Elle devient paradoxalement responsable de la réussite des vacances, alors même qu’elle ne contrôle ni la météo, ni les embouteillages, ni l’humeur des participants.
Le travail domestique reste souvent inégalement réparti
Les vacances peuvent rendre plus visible une répartition déséquilibrée déjà présente le reste de l’année.
Celui qui cuisine habituellement continue à cuisiner. Celle qui prépare les affaires des enfants continue à vérifier les maillots, les serviettes et la crème solaire. La personne qui pense aux rendez-vous et aux horaires conserve son rôle de coordinatrice.
Le changement de lieu ne suffit pas à modifier les habitudes familiales. Au contraire, chacun peut reproduire spontanément les rôles qu’il occupe à la maison.
Certaines personnes se mettent immédiatement en mode repos pendant que d’autres assurent la continuité du quotidien.
« Il suffisait de demander » ne règle pas tout
Face au sentiment d’injustice, une réponse revient régulièrement : il suffisait de demander de l’aide.
Mais demander suppose encore d’identifier ce qui doit être fait, de trouver quelqu’un pour le faire, d’expliquer la tâche et parfois de vérifier son exécution.
La personne qui répartit le travail reste alors responsable de toute l’organisation. Elle ne reçoit pas vraiment de l’aide spontanée. Elle devient la cheffe d’équipe d’un groupe qui attend ses instructions.
Une répartition plus équitable suppose que chacun prenne en charge une responsabilité complète. Préparer un repas signifie aussi décider du menu, vérifier les ingrédients, faire les courses et ranger ensuite.
Le perfectionnisme peut aussi aggraver la fatigue
La personne qui organise n’est pas toujours uniquement victime de l’inaction des autres.

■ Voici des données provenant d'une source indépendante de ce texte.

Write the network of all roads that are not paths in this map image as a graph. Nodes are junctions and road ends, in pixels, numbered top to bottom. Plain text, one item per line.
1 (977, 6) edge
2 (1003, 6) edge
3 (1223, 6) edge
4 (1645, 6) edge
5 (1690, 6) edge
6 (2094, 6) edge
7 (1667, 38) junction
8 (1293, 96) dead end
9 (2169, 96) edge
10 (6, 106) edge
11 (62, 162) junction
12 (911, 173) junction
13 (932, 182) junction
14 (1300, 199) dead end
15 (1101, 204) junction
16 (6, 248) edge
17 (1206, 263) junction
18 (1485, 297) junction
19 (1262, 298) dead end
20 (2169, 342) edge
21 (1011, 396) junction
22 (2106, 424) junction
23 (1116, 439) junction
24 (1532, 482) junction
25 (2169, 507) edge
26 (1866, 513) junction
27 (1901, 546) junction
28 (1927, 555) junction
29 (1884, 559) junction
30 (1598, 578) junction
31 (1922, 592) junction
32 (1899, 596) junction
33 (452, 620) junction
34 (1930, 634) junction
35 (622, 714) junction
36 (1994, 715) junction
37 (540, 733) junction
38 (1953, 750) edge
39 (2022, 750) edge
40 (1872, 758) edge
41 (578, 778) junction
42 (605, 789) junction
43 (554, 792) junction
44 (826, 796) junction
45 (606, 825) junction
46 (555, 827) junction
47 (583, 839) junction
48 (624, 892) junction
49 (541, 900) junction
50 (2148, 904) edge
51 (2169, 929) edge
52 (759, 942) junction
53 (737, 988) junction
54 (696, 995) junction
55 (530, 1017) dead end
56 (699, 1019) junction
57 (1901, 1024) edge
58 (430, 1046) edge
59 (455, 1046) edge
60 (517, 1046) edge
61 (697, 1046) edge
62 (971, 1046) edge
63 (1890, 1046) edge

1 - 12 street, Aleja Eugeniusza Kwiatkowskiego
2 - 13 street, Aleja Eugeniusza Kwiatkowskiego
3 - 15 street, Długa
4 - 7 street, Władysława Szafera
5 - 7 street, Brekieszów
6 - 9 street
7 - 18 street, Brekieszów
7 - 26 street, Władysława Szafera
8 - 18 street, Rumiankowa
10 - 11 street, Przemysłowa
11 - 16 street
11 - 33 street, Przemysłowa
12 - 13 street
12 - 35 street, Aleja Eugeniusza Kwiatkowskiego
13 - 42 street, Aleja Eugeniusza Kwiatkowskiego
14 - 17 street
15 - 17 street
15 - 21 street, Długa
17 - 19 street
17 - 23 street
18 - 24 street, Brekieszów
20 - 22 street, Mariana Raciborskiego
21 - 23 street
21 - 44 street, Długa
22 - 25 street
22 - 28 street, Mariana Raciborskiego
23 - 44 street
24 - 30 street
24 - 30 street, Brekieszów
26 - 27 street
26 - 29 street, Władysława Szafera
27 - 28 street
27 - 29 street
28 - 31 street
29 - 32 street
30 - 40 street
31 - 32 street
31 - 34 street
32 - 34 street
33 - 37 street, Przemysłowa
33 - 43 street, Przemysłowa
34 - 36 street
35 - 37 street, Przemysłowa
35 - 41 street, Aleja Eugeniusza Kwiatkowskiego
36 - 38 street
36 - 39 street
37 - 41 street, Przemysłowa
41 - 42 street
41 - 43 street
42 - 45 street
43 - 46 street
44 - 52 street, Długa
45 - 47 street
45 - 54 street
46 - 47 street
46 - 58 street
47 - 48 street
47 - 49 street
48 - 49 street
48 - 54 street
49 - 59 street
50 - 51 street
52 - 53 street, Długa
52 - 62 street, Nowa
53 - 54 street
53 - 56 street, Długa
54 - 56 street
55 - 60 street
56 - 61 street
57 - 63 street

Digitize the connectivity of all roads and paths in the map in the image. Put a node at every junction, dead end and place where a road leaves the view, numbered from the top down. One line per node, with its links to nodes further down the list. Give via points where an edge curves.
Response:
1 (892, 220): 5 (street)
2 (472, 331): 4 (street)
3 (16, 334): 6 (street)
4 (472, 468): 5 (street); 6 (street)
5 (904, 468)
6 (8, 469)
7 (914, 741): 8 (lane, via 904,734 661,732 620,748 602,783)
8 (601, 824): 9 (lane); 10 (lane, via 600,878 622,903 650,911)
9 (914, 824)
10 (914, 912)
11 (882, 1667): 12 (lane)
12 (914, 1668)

Elle peut aussi avoir du mal à déléguer.
Elle souhaite que les valises soient parfaitement préparées, que les repas soient équilibrés, que les horaires soient respectés et que les activités soient réservées à l’avance.
Cette exigence peut être compréhensible, notamment lorsqu’il faut gérer de jeunes enfants. Mais elle peut aussi conduire à vouloir tout contrôler et à refuser les solutions plus simples proposées par les autres.
Les vacances deviennent alors un projet à réussir plutôt qu’un moment à vivre.
Accepter des vacances moins parfaites
Pour retrouver du repos, il peut être nécessaire de réduire les attentes. Tous les repas n’ont pas besoin d’être cuisinés. Toutes les journées ne doivent pas être remplies. La location ne doit pas rester impeccable à chaque instant.
Un déjeuner composé de produits simples, une journée sans programme ou une sortie improvisée ne constituent pas des vacances ratées.
Réduire le niveau d’exigence permet souvent de diminuer la quantité de travail invisible. Cela suppose aussi d’accepter que les autres fassent les choses différemment.
Répartir les responsabilités avant le départ
La meilleure solution consiste à parler de l’organisation avant que l’agacement ne s’installe.
Les courses, les repas, le ménage, la vaisselle et les activités peuvent être répartis entre les adultes et, selon leur âge, entre les enfants. Chacun peut être responsable d’une journée, d’un repas ou d’une mission précise.
Cette répartition ne doit pas être présentée comme une faveur accordée à la personne qui fait habituellement tout. Il s’agit d’une participation normale à la vie collective.
Les vacances appartiennent à toute la famille. Leur organisation devrait donc également être collective.
Le droit au repos doit être partagé
Les vacances ne deviennent du travail non rémunéré que lorsque les responsabilités restent concentrées sur une seule personne et que ce travail est considéré comme allant de soi.
La fatigue vient autant des tâches elles-mêmes que de leur invisibilité. Celui ou celle qui organise peut avoir l’impression que son investissement n’est remarqué que lorsqu’un détail manque ou qu’un problème survient.
Pour que les vacances restent une période de repos, il ne suffit pas de changer de destination. Il faut aussi modifier la manière dont la famille partage les contraintes.
Le véritable luxe des vacances n’est peut-être pas l’hôtel, la plage ou la piscine. C’est de pouvoir, enfin, ne pas penser à tout.